Hingga tidak mengherankan apabila kemudian muncul generasi yang sulit diingatkan. Atas nama hak asasi yang kebebasannya dijamin, mereka akan mudah menolak nasehat dengan dalih apa yang mereka perbuat adalah urusan pribadi. Atas nama kebebasan mereka tidak akan gerah tatkala dikepung kemasiatan dari segala sisi. Dan akhirnya mereka tak akan lagi peduli pada indahnya aturan Islam karena sudah merasakan ‘kenikmatan’ bebas menjalani hidup sesuai kemauan. Generasi seperti inilah yang dikehendaki musuh-musuh Islam.
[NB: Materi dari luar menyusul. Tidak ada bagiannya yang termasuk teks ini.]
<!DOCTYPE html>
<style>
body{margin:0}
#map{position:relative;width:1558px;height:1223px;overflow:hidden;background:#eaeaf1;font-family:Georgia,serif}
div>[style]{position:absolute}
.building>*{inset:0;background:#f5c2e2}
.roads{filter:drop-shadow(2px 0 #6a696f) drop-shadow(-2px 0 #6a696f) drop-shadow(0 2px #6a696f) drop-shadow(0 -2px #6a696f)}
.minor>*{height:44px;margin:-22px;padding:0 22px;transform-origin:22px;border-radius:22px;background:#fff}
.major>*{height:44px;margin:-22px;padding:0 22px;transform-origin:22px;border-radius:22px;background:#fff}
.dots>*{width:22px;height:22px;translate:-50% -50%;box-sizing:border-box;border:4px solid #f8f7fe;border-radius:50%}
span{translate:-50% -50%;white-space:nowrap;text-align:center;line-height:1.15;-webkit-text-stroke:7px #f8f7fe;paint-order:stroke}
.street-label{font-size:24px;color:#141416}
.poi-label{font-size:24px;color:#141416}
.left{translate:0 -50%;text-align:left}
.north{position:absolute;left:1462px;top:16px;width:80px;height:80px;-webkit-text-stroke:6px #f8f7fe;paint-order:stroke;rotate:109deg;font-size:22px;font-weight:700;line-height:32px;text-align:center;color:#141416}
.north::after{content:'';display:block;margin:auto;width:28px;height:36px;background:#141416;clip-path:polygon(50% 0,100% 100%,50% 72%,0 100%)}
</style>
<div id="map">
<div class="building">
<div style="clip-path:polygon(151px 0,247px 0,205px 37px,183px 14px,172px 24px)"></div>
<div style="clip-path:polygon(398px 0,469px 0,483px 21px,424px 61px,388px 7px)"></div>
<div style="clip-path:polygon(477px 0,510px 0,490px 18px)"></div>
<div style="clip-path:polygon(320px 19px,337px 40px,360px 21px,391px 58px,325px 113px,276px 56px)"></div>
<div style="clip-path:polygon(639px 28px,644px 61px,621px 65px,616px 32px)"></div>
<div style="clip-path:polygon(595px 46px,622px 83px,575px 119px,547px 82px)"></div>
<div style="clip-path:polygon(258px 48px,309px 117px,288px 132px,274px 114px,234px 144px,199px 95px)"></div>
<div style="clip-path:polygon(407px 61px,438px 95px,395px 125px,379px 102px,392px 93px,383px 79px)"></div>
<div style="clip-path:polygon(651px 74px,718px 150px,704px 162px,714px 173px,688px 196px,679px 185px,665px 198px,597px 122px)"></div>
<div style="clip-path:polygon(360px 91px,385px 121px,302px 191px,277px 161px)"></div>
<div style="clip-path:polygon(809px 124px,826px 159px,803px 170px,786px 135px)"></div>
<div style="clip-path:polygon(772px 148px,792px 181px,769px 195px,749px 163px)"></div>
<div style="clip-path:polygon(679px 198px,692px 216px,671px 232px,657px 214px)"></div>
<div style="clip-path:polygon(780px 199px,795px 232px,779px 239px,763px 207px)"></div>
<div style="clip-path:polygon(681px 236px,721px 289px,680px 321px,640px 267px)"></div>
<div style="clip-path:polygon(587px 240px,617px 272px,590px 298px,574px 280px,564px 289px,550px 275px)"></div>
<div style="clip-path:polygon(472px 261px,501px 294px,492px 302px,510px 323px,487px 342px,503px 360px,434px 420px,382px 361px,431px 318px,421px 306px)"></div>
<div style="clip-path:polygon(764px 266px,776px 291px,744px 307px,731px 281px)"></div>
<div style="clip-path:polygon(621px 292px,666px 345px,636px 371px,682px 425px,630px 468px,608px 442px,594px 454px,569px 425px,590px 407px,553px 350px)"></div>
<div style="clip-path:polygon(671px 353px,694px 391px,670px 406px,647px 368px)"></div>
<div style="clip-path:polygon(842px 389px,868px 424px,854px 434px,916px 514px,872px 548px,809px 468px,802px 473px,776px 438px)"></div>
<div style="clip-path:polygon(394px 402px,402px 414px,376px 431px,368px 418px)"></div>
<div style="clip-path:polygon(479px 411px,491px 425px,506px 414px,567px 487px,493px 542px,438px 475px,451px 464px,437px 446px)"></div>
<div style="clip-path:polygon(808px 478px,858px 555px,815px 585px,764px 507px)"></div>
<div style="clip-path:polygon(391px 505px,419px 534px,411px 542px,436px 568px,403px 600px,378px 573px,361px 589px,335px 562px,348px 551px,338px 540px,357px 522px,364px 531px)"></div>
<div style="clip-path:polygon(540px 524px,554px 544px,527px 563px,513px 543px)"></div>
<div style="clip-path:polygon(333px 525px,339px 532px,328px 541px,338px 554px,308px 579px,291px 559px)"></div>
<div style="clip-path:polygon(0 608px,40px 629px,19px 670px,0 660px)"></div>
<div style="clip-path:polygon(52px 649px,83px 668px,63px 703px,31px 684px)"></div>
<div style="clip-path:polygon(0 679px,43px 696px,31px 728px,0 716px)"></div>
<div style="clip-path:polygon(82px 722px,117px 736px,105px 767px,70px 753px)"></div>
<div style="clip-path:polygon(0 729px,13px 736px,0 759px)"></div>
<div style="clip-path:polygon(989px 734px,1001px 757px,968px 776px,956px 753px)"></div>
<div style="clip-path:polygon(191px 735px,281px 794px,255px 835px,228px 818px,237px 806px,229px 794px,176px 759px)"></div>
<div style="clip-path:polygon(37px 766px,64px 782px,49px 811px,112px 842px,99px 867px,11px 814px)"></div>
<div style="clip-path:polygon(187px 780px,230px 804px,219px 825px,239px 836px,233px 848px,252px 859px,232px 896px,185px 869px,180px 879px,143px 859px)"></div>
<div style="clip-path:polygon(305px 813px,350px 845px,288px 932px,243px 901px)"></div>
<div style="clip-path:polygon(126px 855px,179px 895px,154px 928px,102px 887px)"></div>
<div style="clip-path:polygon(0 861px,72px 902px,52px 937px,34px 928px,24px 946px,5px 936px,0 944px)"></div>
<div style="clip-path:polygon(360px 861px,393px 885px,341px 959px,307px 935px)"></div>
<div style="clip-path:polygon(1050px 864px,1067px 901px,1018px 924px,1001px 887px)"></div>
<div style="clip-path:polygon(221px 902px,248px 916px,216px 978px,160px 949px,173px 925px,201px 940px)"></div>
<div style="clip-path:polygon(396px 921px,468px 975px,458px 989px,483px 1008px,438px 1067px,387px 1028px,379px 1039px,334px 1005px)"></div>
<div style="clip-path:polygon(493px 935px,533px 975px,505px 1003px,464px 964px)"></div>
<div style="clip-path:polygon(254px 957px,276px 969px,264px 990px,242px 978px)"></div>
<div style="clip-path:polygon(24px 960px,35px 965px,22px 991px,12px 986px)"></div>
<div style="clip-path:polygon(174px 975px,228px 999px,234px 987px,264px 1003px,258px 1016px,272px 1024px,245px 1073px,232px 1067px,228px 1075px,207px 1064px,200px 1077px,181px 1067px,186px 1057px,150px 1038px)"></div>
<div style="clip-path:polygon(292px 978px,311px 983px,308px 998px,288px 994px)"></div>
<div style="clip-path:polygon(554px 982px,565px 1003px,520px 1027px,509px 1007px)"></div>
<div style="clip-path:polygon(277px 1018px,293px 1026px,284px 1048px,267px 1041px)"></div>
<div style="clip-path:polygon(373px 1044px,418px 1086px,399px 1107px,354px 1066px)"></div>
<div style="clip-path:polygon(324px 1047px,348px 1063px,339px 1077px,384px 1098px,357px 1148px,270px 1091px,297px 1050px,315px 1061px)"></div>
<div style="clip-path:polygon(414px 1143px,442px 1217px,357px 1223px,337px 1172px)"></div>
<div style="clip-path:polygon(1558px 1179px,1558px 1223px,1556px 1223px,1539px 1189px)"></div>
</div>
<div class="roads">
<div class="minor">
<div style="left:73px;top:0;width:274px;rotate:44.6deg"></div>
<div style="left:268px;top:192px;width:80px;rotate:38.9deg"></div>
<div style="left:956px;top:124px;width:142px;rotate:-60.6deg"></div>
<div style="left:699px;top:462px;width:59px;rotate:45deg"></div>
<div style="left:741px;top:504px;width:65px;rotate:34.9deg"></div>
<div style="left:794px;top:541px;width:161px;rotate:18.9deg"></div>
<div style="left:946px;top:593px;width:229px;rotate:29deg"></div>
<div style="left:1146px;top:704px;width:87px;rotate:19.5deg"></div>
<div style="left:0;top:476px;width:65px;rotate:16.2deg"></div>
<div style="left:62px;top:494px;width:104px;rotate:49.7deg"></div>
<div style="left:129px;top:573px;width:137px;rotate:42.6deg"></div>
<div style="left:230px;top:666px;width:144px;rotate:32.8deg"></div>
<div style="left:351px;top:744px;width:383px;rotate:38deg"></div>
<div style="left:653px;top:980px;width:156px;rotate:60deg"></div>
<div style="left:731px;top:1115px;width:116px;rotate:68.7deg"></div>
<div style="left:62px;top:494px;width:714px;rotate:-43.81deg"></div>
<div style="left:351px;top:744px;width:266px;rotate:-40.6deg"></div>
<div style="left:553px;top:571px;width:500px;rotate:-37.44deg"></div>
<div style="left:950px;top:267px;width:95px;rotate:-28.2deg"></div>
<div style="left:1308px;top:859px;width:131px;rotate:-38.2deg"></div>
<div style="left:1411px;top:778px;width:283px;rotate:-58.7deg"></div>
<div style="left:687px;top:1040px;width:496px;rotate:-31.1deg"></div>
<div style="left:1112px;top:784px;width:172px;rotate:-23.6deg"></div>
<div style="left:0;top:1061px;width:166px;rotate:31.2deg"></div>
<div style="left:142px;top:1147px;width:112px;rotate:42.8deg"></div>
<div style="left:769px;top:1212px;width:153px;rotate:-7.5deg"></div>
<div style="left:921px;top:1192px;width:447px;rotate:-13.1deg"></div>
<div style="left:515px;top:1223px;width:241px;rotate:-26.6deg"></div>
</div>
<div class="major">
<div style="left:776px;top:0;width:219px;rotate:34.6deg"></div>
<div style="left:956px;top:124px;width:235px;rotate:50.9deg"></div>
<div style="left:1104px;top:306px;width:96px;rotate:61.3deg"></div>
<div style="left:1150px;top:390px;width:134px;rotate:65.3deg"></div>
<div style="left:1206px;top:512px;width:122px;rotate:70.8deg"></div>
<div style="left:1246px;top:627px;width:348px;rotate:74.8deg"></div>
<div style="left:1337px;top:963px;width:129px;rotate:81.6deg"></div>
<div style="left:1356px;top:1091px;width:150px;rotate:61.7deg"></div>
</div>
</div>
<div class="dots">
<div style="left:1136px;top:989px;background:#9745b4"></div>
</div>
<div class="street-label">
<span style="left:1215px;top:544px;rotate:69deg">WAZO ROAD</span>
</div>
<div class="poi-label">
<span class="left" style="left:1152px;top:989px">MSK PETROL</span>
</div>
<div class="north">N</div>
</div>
Maka tidaklah heran jika liberalisasi terus digencarkan, terutama lewat tontonan. Sebab seringnya memang tontonan akan dijadikan tuntunan. Banyak yang merasa keren dan kekinian jika berhasil meniru tontonan yang sedang viral. Tak peduli lagi bagaimana pandangan Islam terhadap perbuatan itu. Inilah mengapa agar tak semua tontonan dijadikan tuntunan, generasi muda harus mendapatkan ilmu memfilter tayangan. Dan filter terkuat hanyalah dengan mengakarkan ajaran Islam kepada mereka. Jika akariman Islam kuat, lalu mereka paham syariat, niscaya mudah bagi mereka mengendus aroma liberalisasi yang bersembunyi di balik film islami sekalipun. Dan tentunya filter skala individu ini akan semakin kuat tatkala didukung oleh masyarakat dan negara secara bersamaan.